La sentinelle d'Ouessant

26 juin 1981
08m 12s
Réf. 00422

Notice

Résumé :

Ouessant, réputée pour sa navigation difficile, a connu les naufrages et les pilleurs d'épave. Les disparus en mer étaient honorés lors d'une cérémonie, la proella. Depuis, l'île s'est dotée d'un phare à la pointe du Creac'h, limitant le danger.

Type de média :
Date de diffusion :
26 juin 1981
Source :
FR3 (Collection: Magazine )

Éclairage

L'île d'Ouessant est distante de vingt kilomètres de la côte ouest du Finistère. Elle s'étend sur huit kilomètres de long et sur quatre kilomètres de large, et elle est la terre habitée la plus occidentale de la France métropolitaine. Commune insulaire, elle compte aujourd'hui environ 800 habitants (au début du XXe siècle, elle en comptait plus de 2 900), la plupart vivant au bourg de Lampaul.

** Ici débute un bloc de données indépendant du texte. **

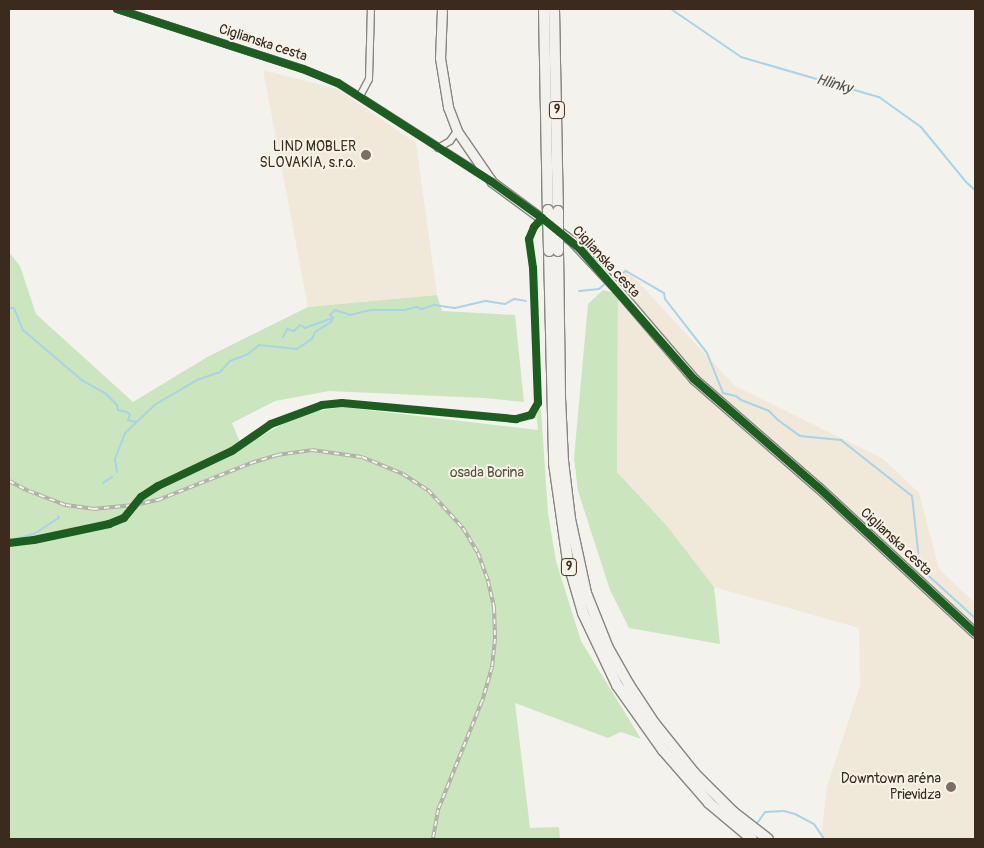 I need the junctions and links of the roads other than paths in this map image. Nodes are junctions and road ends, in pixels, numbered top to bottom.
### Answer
1 (117, 9) edge
2 (371, 9) edge
3 (442, 9) edge
4 (544, 9) edge
5 (554, 9) edge
6 (360, 96) junction
7 (457, 131) junction
8 (438, 148) junction
9 (492, 182) junction
10 (553, 211) junction
11 (975, 633) edge
12 (741, 825) junction
13 (765, 837) edge
14 (752, 839) edge

1 - 6 street, Ciglianska cesta
2 - 6 street
3 - 7 street
4 - 10 main road, 9
5 - 10 main road, 9
6 - 8 street, Ciglianska cesta
7 - 8 street
7 - 9 street
8 - 9 street, Ciglianska cesta
9 - 11 street, Ciglianska cesta
10 - 12 main road, 9, bridge
12 - 13 main road, 9
12 - 14 main road, 9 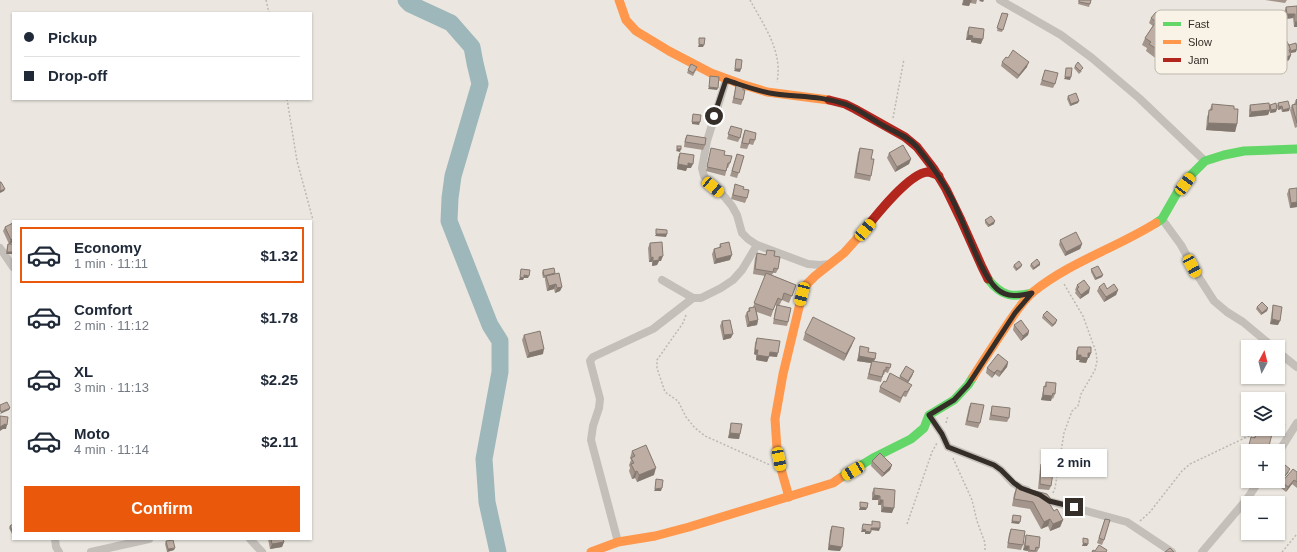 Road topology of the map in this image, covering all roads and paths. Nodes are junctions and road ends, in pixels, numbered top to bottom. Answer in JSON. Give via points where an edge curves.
{"nodes":[{"id":1,"x":266,"y":0,"type":"edge"},
{"id":2,"x":619,"y":0,"type":"edge"},
{"id":3,"x":750,"y":0,"type":"edge"},
{"id":4,"x":1000,"y":0,"type":"edge"},
{"id":5,"x":269,"y":12,"type":"edge"},
{"id":6,"x":904,"y":59,"type":"dead end"},
{"id":7,"x":726,"y":80,"type":"junction"},
{"id":8,"x":774,"y":94,"type":"junction"},
{"id":9,"x":287,"y":100,"type":"edge"},
{"id":10,"x":885,"y":126,"type":"junction"},
{"id":11,"x":1297,"y":149,"type":"edge"},
{"id":12,"x":1205,"y":161,"type":"junction"},
{"id":13,"x":939,"y":176,"type":"junction"},
{"id":14,"x":1162,"y":219,"type":"junction"},
{"id":15,"x":312,"y":220,"type":"dead end"},
{"id":16,"x":757,"y":245,"type":"junction"},
{"id":17,"x":0,"y":248,"type":"edge"},
{"id":18,"x":831,"y":264,"type":"junction"},
{"id":19,"x":12,"y":266,"type":"edge"},
{"id":20,"x":1059,"y":275,"type":"junction"},
{"id":21,"x":662,"y":280,"type":"dead end"},
{"id":22,"x":1032,"y":293,"type":"junction"},
{"id":23,"x":690,"y":299,"type":"junction"},
{"id":24,"x":1265,"y":340,"type":"edge"},
{"id":25,"x":1285,"y":358,"type":"edge"},
{"id":26,"x":1297,"y":367,"type":"edge"},
{"id":27,"x":954,"y":400,"type":"junction"},
{"id":28,"x":929,"y":415,"type":"junction"},
{"id":29,"x":1297,"y":423,"type":"edge"},
{"id":30,"x":942,"y":434,"type":"junction"},
{"id":31,"x":1249,"y":436,"type":"edge"},
{"id":32,"x":1284,"y":444,"type":"edge"},
{"id":33,"x":948,"y":447,"type":"junction"},
{"id":34,"x":781,"y":469,"type":"junction"},
{"id":35,"x":1254,"y":488,"type":"edge"},
{"id":36,"x":789,"y":497,"type":"junction"},
{"id":37,"x":1049,"y":501,"type":"junction"},
{"id":38,"x":1127,"y":522,"type":"junction"},
{"id":39,"x":907,"y":524,"type":"dead end"},
{"id":40,"x":1297,"y":534,"type":"edge"},
{"id":41,"x":55,"y":540,"type":"edge"},
{"id":42,"x":145,"y":540,"type":"edge"},
{"id":43,"x":251,"y":540,"type":"edge"},
{"id":44,"x":618,"y":542,"type":"junction"},
{"id":45,"x":58,"y":552,"type":"edge"},
{"id":46,"x":91,"y":552,"type":"edge"},
{"id":47,"x":262,"y":552,"type":"edge"},
{"id":48,"x":591,"y":552,"type":"edge"},
{"id":49,"x":985,"y":552,"type":"edge"},
{"id":50,"x":1172,"y":552,"type":"edge"},
{"id":51,"x":1202,"y":552,"type":"edge"},
{"id":52,"x":1282,"y":552,"type":"edge"}],
"edges":[{"from":1,"to":5,"type":"path"},
{"from":2,"to":7,"type":"street","via":[[626,22],[633,30]]},
{"from":3,"to":8,"type":"path","via":[[777,53],[779,73]]},
{"from":4,"to":12,"type":"street","via":[[1061,35],[1092,58],[1139,98]]},
{"from":6,"to":10,"type":"path","via":[[894,117]]},
{"from":7,"to":8,"type":"street"},
{"from":7,"to":16,"type":"street","via":[[707,141],[702,168],[704,176],[732,206],[742,233]]},
{"from":8,"to":10,"type":"street","via":[[811,96],[845,104]]},
{"from":9,"to":15,"type":"path","via":[[297,161]]},
{"from":10,"to":13,"type":"street","via":[[916,145]]},
{"from":11,"to":12,"type":"street","via":[[1244,151]]},
{"from":12,"to":14,"type":"street","via":[[1177,194]]},
{"from":13,"to":18,"type":"street","via":[[933,172],[919,175],[895,194],[844,253]]},
{"from":13,"to":22,"type":"street","via":[[959,212],[976,254],[996,289],[1016,296]]},
{"from":14,"to":20,"type":"street"},
{"from":14,"to":24,"type":"street","via":[[1181,245],[1214,301]]},
{"from":16,"to":18,"type":"street","via":[[808,264]]},
{"from":16,"to":23,"type":"street","via":[[733,280],[701,298]]},
{"from":17,"to":19,"type":"street"},
{"from":18,"to":34,"type":"street","via":[[807,284],[783,374],[775,419]]},
{"from":20,"to":22,"type":"street"},
{"from":20,"to":37,"type":"path","via":[[1083,316],[1097,361],[1064,433],[1055,488]]},
{"from":21,"to":23,"type":"street"},
{"from":22,"to":27,"type":"street","via":[[1015,313],[975,376]]},
{"from":23,"to":34,"type":"path","via":[[683,323],[657,360],[665,392],[678,401],[686,417],[705,436]]},
{"from":23,"to":44,"type":"street","via":[[653,329],[593,357],[590,361],[600,399],[591,440]]},
{"from":25,"to":26,"type":"street"},
{"from":27,"to":28,"type":"street"},
{"from":27,"to":30,"type":"path"},
{"from":28,"to":30,"type":"street"},
{"from":28,"to":36,"type":"street","via":[[924,428],[911,439],[873,458],[833,483]]},
{"from":29,"to":32,"type":"street"},
{"from":30,"to":33,"type":"street"},
{"from":30,"to":39,"type":"path","via":[[932,452]]},
{"from":31,"to":38,"type":"path","via":[[1190,464],[1147,515],[1137,522]]},
{"from":33,"to":37,"type":"street","via":[[994,465],[1021,488]]},
{"from":33,"to":49,"type":"path","via":[[972,500],[985,543]]},
{"from":34,"to":36,"type":"street"},
{"from":35,"to":51,"type":"street"},
{"from":36,"to":44,"type":"street","via":[[655,536]]},
{"from":37,"to":38,"type":"street"},
{"from":38,"to":50,"type":"street"},
{"from":40,"to":52,"type":"path"},
{"from":41,"to":45,"type":"street"},
{"from":42,"to":46,"type":"street"},
{"from":43,"to":47,"type":"street"},
{"from":44,"to":48,"type":"street"}]} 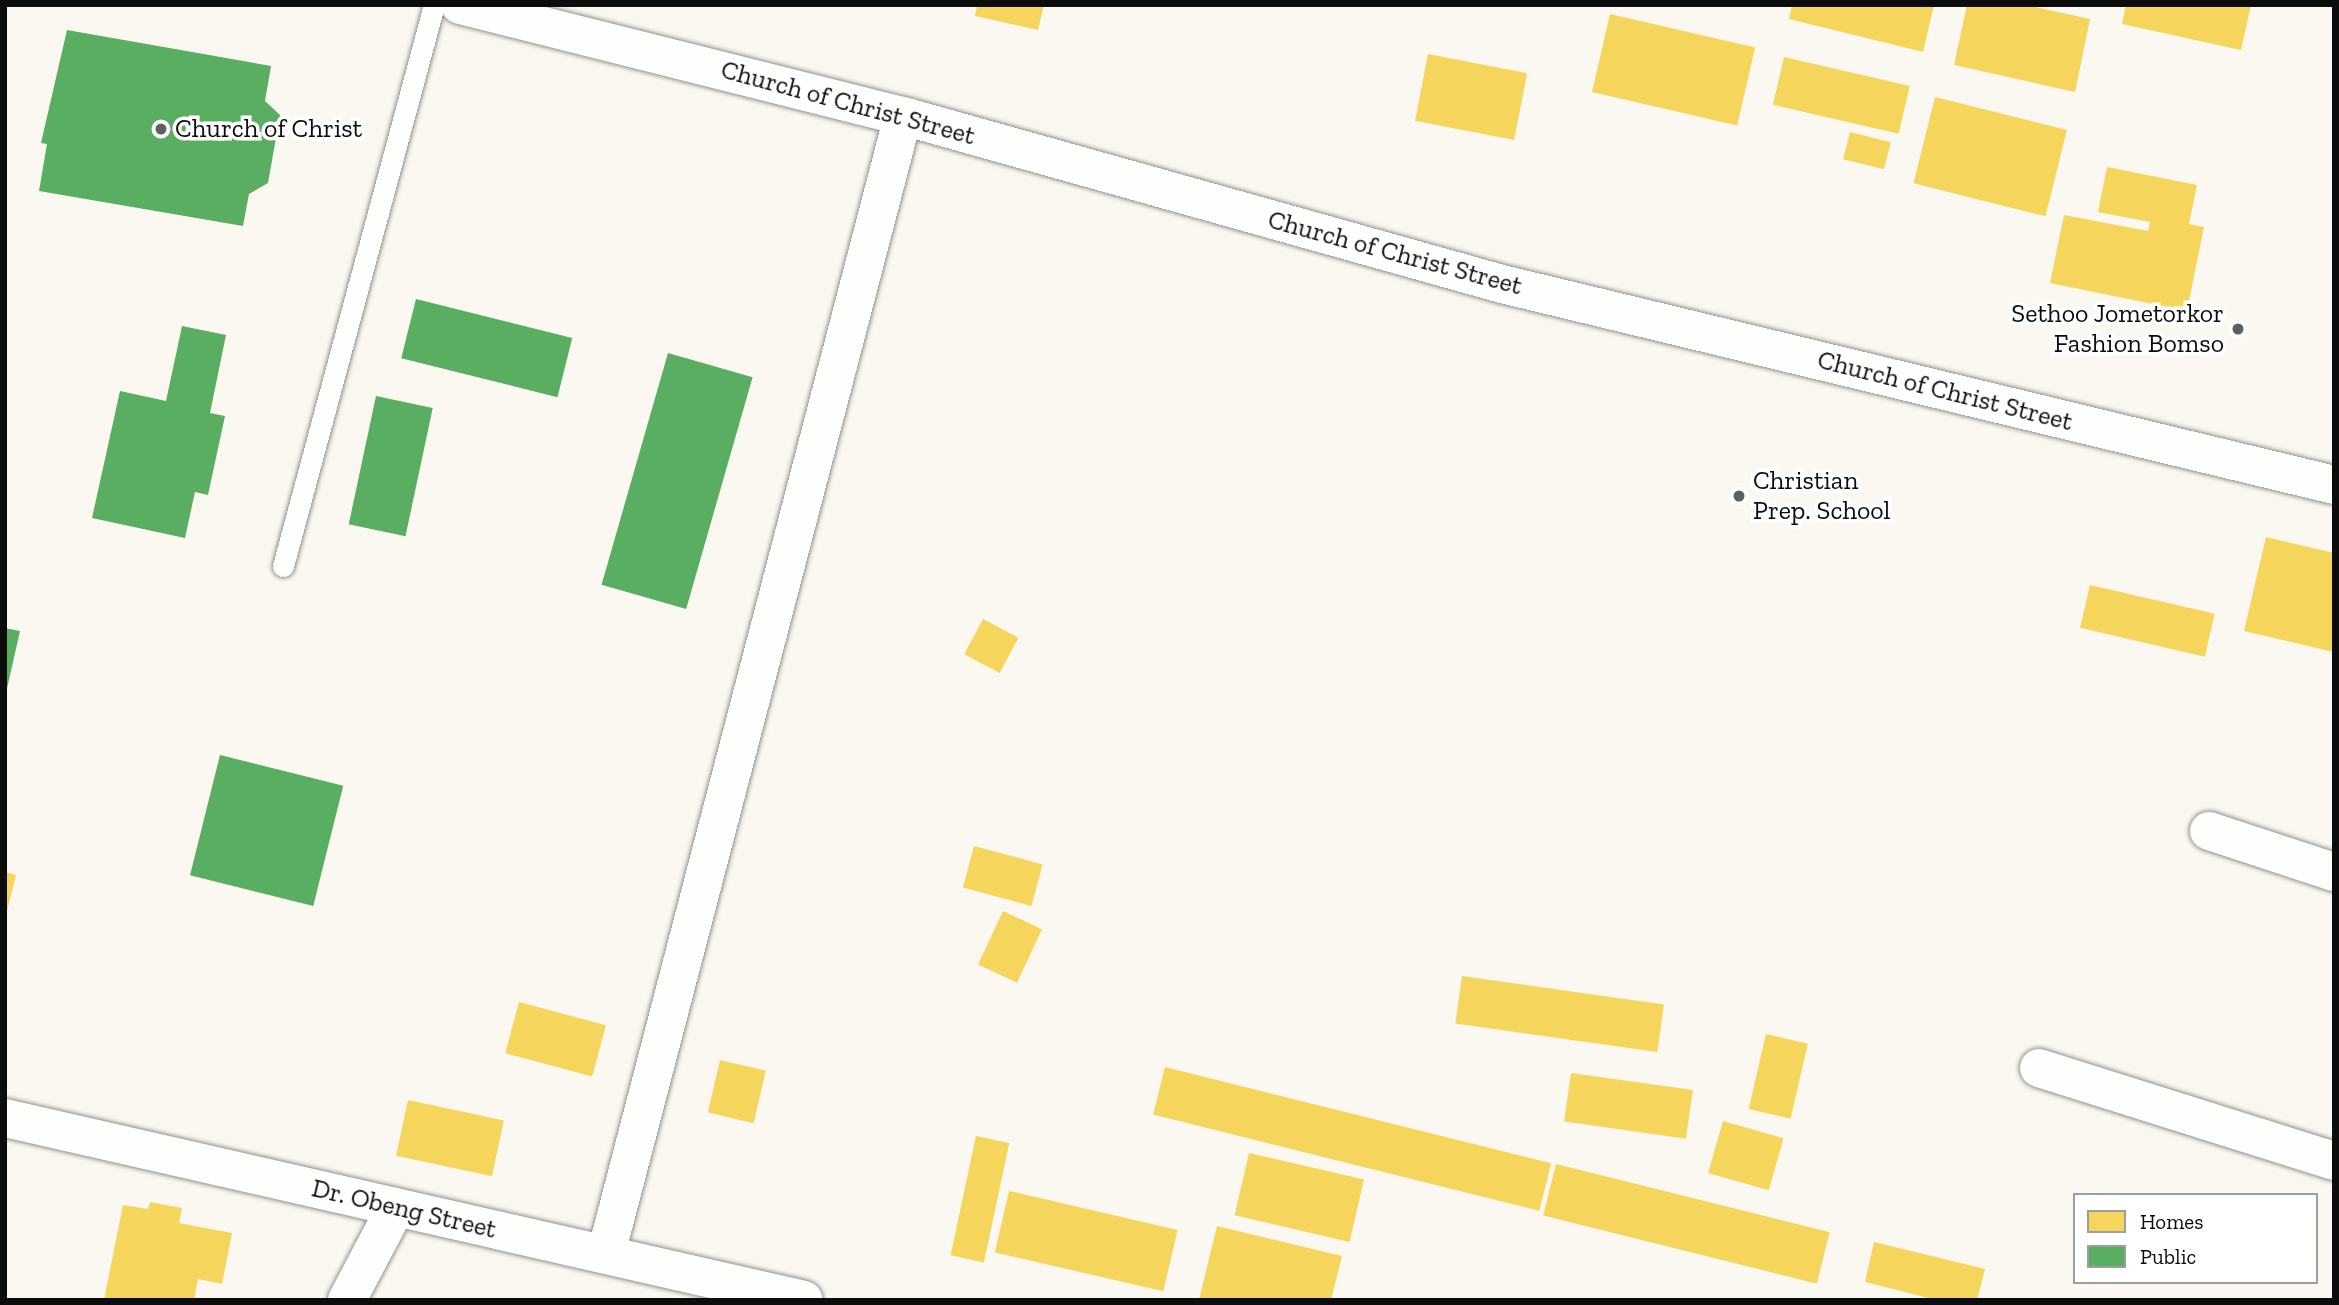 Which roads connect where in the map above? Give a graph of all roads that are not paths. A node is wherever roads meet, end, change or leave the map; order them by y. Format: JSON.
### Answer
{"nodes":[{"id":1,"x":434,"y":5,"type":"edge"},
{"id":2,"x":460,"y":5,"type":"edge"},
{"id":3,"x":902,"y":116,"type":"junction"},
{"id":4,"x":2334,"y":485,"type":"edge"},
{"id":5,"x":283,"y":566,"type":"dead end"},
{"id":6,"x":2209,"y":831,"type":"dead end"},
{"id":7,"x":2334,"y":872,"type":"edge"},
{"id":8,"x":2039,"y":1068,"type":"dead end"},
{"id":9,"x":5,"y":1118,"type":"edge"},
{"id":10,"x":2334,"y":1161,"type":"edge"},
{"id":11,"x":396,"y":1207,"type":"junction"},
{"id":12,"x":606,"y":1254,"type":"junction"},
{"id":13,"x":346,"y":1300,"type":"edge"},
{"id":14,"x":804,"y":1300,"type":"edge"}],
"edges":[{"from":1,"to":5,"type":"lane"},
{"from":2,"to":3,"type":"street","name":"Church of Christ Street"},
{"from":3,"to":4,"type":"street","name":"Church of Christ Street"},
{"from":3,"to":12,"type":"street"},
{"from":6,"to":7,"type":"street"},
{"from":8,"to":10,"type":"street"},
{"from":9,"to":11,"type":"street","name":"Dr. Obeng Street"},
{"from":11,"to":12,"type":"street","name":"Dr. Obeng Street"},
{"from":11,"to":13,"type":"street"},
{"from":12,"to":14,"type":"street","name":"Dr. Obeng Street"}]}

La communauté ouessantine a été pendant très longtemps totalement isolée, en raison des nombreuses difficultés de navigation autour de l'île, et des difficultés à y accoster. La mer d'Iroise compte en effet de très nombreux écueils et récifs, et de très forts courants entourent Ouessant, notamment le Fromveur (il passe au sud-est de l'île, la séparant de l'archipel de Molène) et le Fromrust, au nord-ouest. À l'endroit où ces courants se rejoignent, aux pointes nord-est et sud-ouest de Ouessant, des dérives et des remous très complexes se forment, dans lesquels on ne peut s'aventurer et espérer en réchapper que si on les connaît parfaitement. Cela n'empêche cependant pas les côtes d'Ouessant d'être très fréquentées, car c'est la voie maritime obligatoire entre l'océan Atlantique et la mer du Nord, ainsi qu'entre pays anglo-saxons et pays méditerranéens. Par conséquent, l'histoire du littoral d'Ouessant est jalonnée de naufrages innombrables, illustrant le proverbe "Qui voit Ouessant, voit son sang". C'est la brume et les tempêtes qui causaient en général ces naufrages, faisant s'écraser les navires sur les récifs. Pour les Ouessantins, ces naufrages étaient considérés comme des dons. En effet, après avoir sauvé les matelots des navires en perdition lorsque cela était possible, les insulaires récupéraient le bois des épaves échoué sur le rivage, et parfois les cargaisons des navires, qui leur procuraient des biens dont l'île était dépourvue, tels que du savon, des bougies, des alcools, des fruits... L'habitude prise par les Ouessantins de ramasser le bois sur le rivage est restée d'ailleurs vivante pendant longtemps, même après la diminution des naufrages. Toutefois, les naufrages faisaient également s'échouer des cadavres, qui étaient enterrés au cimetière de Lampaul après une messe lorsque les Ouessantins étaient sûrs que les marins étaient catholiques. Sinon, ils étaient enterrés sur le rivage à l'endroit où ils s'étaient échoués.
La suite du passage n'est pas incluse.